I want to finish up my little series on marriages in the DCU2 by looking at how it all fits into the bigger picture.
It helps a comic company when it has great or even good characters. Even I am happy to admit that Marvel, for example, has some great characters (although I don’t often like what Marvel chooses to do with them). But the overall mythic appeal of a comic book – or any fictional – universe is also dependent on how well it represents various aspects of human experience through archetypical characters.
One example of this concept that I’ve discussed before is parenting. The DCU’s ‘trinity’ (Superman, Batman, and Wonder Woman) represent, well, many things. Intentionally or not, one of the things they represent are three basic modes of being raised as a child:
- by two parents (the Kents and their son Clark),
- by a single parent (Queen Hippolyta and her daughter),
- and as an orphan (young Bruce Wayne).
If we include a fourth, adjunct member in that “trinity”—Robin the Boy Wonder—then we get an even fuller representation of possible parenting:
- by a mother and father (the Kents),
- by a single mother (Hippolyta),
- by a single father (the Golden and Silver Age Batman is, for all intents and purposes, a father figure to his ward, Dick Grayson),
- and as an orphan (remember, the whole idea that “Alfred raised Bruce” is a completely modern invention, and pre-Crisis Bruce pretty much just raised himself… I guess when you’re really wealth you can get away with stuff like that).

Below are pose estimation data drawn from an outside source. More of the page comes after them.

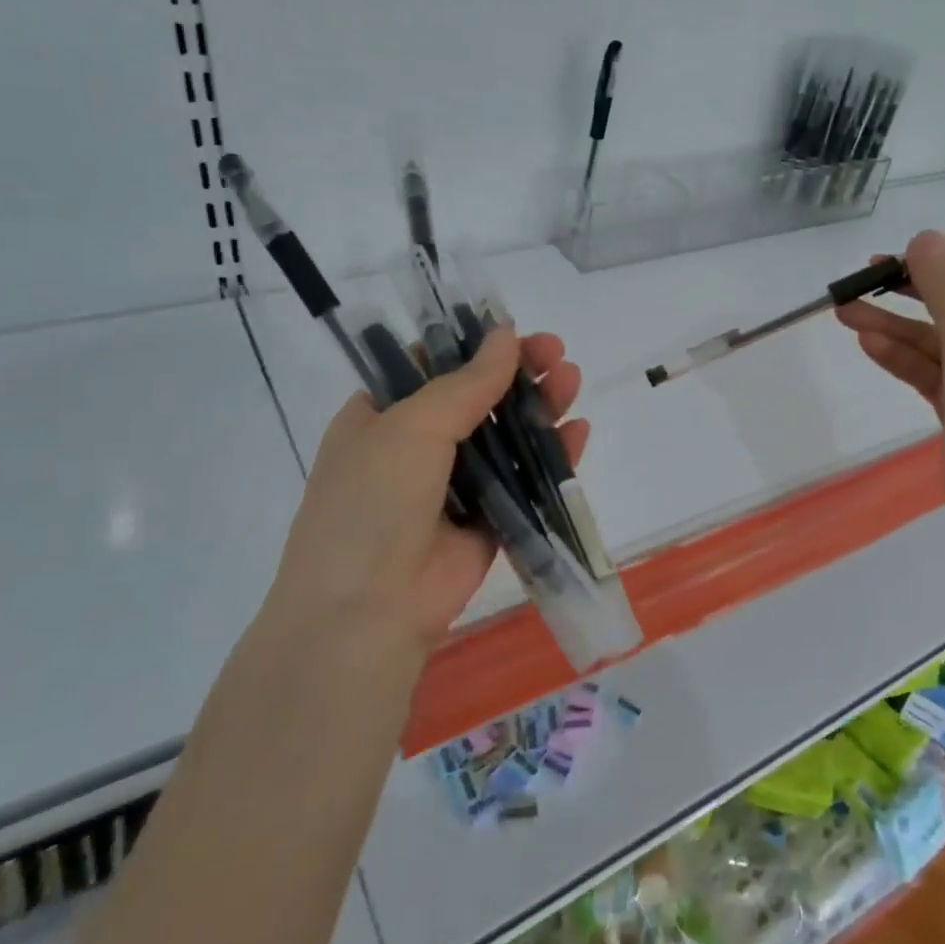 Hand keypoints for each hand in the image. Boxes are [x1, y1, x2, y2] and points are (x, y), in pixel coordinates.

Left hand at [266, 327, 585, 657]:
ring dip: (538, 407)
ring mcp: (452, 488)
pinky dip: (551, 457)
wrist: (367, 612)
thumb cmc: (373, 502)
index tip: (511, 331)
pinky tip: (577, 432)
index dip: (471, 346)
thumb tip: (506, 333)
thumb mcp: (412, 427)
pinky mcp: (486, 523)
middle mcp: (414, 449)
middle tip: (555, 352)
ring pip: (504, 438)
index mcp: (380, 418)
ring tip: (571, 380)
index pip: (429, 368)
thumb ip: (467, 382)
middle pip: (476, 399)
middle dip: (517, 373)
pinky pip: (523, 482)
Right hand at [836, 227, 944, 524]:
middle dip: (920, 287)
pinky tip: (866, 343)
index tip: (944, 241)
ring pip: (942, 337)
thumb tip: (924, 238)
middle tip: (873, 273)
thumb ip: (944, 286)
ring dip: (897, 324)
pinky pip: (933, 369)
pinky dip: (903, 357)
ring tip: (846, 311)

Who knows? Perhaps DC will one day see fit to complete this particular puzzle and create characters with two mothers (Super-Heather!) or two fathers (like Connor Kent, but, um, we probably shouldn’t think about that one too deeply). Perhaps Apollo and Midnighter will adopt? Oh, I hope not. Gay couples always adopt Asian girls, so their child would surely be a Sword-wielding Kick-Ass Asian Ninja Chick. There’s too much of that cliché in comic books already; editors think that all fanboys love SKANCs, apparently.
Returning to the “trinity” again, they represent not just the three basic modes of parenting but the three basic modes of becoming a parent:
- Natural birth (the Waynes)
- Adoption (the Kents)
- Artificial means (Hippolyta)
I’m well aware that the uniquely mythological means of Wonder Woman’s birth—pygmalionization—isn’t really an option for those of us not in really tight with the gods. But it serves to symbolize all instances where someone becomes a parent through extraordinary means (artificial insemination, cloning, macro-mytosis… you know, that stuff).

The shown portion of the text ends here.